Monday, October 31, 2011

Living With Wasps

If you are living or working with a wasp you have my sympathy. Not the Anglo Saxon W.A.S.P. but the stinging insect with the pretty yellow and black stripes. And not actually the insect but the person who delivers a sharp and unexpected sting in wasp-like manner. Harmless for the most part, the wasp person is not to be trusted in difficult moments. Moments involving spilt coffee, lost keys, socks left on the floor, slow deliveries, rain and snow, cat spray, late flights, wrong turns, everything. The wasp person responds to life's little disappointments or annoyances with fury and if you are anywhere in the wasp person's vicinity, LOOK OUT. Don't wave your arms and don't even try to sooth with words. Don't move. Then, as soon as possible, slip away.

The next time you see the wasp person it will be all pretty stripes again. You may be suffering from a welt but the wasp person will appear to have no recollection of the incident that set him/her off or of the person stung. "Be still and slip away," may seem like cowardly advice but, lacking extermination, it is difficult to change the behavior of a wasp.

However, if you are a wasp person, you do have the ability to change. Your biggest obstacle is your remarkable ability to deny bad behavior. Welts you have caused seem so small to you as to be negligible. You easily turn to more pleasant things; little jokes, an invitation to lunch, a posy or two and all is smooth again. What you don't fully realize is that once stung, people don't forget. Stung more often, resentment builds and dreams of pay-back fester.

Low tolerance of life's little difficulties and the habit of blaming turn people into wasp. Blaming is based on the irrational thought that someone (or something) has to be responsible for your frustrations and that if you call out that person, it makes things better. And that may feel true in the moment but it's only a temporary release of anger. The coffee doesn't flow back into the cup, the keys are still lost and the rain and snow remain indifferent to curses. And you have created distance and distrust and fear in others and likely made a fool of yourself.

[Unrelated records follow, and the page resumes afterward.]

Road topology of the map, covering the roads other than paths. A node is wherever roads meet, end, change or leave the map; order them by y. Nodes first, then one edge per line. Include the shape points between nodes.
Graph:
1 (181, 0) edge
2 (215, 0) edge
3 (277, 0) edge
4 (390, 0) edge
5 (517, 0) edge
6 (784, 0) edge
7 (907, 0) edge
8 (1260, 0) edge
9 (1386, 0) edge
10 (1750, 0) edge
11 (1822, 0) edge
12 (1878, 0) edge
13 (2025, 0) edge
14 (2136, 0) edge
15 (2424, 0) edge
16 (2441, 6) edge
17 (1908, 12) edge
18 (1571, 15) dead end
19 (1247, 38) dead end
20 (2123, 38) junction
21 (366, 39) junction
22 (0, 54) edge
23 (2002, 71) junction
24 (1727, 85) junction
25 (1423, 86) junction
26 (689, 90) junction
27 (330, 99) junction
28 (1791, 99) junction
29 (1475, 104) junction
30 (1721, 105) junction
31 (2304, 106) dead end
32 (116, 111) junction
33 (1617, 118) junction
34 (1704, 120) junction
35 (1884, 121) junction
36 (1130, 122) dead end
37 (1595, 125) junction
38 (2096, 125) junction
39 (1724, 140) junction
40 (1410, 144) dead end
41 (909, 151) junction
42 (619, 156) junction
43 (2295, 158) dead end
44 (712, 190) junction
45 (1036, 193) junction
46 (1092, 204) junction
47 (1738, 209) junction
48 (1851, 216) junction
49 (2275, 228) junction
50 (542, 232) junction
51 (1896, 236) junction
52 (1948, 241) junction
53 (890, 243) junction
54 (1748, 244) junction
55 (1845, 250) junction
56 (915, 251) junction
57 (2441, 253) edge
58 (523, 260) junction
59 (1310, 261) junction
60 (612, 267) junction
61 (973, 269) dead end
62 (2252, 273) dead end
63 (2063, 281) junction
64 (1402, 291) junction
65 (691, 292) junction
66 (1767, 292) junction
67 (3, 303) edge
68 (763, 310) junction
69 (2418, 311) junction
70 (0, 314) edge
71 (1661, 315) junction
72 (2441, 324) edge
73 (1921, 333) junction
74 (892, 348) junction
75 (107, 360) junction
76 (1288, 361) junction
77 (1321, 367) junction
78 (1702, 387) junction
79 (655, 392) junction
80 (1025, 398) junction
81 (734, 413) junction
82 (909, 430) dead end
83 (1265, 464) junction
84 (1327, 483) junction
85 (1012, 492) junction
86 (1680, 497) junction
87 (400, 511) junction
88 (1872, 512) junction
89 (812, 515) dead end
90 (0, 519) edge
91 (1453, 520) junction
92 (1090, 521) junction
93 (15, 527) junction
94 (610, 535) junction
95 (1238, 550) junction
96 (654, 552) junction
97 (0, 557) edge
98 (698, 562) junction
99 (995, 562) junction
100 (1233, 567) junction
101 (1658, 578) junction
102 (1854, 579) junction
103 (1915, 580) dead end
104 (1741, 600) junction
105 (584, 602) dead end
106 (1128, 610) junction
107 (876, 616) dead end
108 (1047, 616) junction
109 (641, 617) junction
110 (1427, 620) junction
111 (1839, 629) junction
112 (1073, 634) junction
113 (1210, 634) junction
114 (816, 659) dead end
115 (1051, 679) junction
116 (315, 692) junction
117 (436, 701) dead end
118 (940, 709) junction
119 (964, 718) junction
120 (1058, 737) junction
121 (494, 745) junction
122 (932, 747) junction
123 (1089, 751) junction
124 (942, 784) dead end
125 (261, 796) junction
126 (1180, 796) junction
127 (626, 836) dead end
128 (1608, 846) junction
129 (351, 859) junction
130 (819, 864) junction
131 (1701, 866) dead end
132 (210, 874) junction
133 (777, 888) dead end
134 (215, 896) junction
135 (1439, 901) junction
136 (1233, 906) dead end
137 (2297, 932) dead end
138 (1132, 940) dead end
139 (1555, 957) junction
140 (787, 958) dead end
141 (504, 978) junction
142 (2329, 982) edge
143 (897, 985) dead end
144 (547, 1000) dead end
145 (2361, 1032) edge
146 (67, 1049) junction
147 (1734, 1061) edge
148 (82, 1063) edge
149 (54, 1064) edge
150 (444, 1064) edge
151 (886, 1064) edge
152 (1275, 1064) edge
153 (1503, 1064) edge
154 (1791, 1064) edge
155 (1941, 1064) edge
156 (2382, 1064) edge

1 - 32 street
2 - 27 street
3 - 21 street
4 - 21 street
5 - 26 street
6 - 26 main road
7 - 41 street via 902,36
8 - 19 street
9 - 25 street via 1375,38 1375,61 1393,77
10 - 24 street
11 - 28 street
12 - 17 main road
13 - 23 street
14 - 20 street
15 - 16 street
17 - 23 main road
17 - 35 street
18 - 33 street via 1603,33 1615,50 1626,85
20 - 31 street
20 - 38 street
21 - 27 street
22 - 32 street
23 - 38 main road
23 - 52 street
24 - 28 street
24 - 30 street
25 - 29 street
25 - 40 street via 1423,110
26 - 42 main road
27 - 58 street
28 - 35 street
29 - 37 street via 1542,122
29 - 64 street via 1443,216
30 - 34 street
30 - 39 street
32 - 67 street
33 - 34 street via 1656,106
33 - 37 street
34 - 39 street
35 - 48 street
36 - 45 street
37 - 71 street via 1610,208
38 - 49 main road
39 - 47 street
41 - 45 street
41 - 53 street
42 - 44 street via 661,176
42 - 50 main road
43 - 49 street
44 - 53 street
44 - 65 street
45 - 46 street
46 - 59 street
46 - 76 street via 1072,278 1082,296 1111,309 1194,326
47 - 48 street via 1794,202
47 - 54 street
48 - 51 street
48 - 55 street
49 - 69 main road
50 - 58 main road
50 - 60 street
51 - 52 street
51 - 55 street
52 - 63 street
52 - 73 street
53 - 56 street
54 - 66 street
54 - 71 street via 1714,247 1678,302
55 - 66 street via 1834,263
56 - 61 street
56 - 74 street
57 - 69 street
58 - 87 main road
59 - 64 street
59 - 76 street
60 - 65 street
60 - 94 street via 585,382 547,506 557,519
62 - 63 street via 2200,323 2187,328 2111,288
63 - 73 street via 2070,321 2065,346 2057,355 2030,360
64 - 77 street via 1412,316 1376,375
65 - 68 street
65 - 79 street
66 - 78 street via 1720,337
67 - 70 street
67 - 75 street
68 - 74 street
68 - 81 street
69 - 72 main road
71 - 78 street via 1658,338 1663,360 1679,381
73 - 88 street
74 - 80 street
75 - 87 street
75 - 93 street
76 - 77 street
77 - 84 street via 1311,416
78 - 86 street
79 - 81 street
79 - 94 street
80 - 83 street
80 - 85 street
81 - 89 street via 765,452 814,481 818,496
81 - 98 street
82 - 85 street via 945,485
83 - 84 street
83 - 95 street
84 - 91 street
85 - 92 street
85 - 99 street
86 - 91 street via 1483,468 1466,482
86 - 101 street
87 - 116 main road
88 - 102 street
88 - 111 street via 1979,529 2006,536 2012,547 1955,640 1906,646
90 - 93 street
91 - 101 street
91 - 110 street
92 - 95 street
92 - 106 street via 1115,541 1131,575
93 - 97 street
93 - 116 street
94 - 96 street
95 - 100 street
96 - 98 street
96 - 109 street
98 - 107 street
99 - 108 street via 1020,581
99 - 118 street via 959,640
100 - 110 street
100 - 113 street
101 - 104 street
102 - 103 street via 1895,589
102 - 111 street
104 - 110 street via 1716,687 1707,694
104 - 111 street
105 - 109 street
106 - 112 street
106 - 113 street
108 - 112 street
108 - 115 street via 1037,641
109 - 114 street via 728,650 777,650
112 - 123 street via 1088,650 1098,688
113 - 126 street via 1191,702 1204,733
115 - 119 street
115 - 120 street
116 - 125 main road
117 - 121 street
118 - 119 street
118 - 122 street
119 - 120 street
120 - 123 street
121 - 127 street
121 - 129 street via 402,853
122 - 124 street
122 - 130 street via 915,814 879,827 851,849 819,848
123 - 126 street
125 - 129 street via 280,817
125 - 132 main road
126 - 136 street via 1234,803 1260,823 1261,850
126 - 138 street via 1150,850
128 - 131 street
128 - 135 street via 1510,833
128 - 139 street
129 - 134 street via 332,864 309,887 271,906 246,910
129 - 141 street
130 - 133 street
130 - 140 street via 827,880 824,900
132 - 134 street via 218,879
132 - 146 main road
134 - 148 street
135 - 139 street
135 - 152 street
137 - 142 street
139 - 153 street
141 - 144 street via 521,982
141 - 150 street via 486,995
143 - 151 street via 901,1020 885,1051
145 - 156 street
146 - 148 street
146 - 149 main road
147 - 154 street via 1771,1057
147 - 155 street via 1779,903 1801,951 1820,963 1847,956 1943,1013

Blaming and temper tantrums hearken back to childhood. In order to avoid punishment or to protect a good boy or girl image, you blamed your brother or the dog or the teacher. In order to get what you wanted, you threw tantrums. Alas, the baby years are over. We're all wearing grown-up pants now ... best worn without yellow and black stripes


Anonymous said...

I loved this. Especially the part about the wasp person not noticing the little welts she/he leaves behind. And the image of black and yellow-striped pants!

CatLover said...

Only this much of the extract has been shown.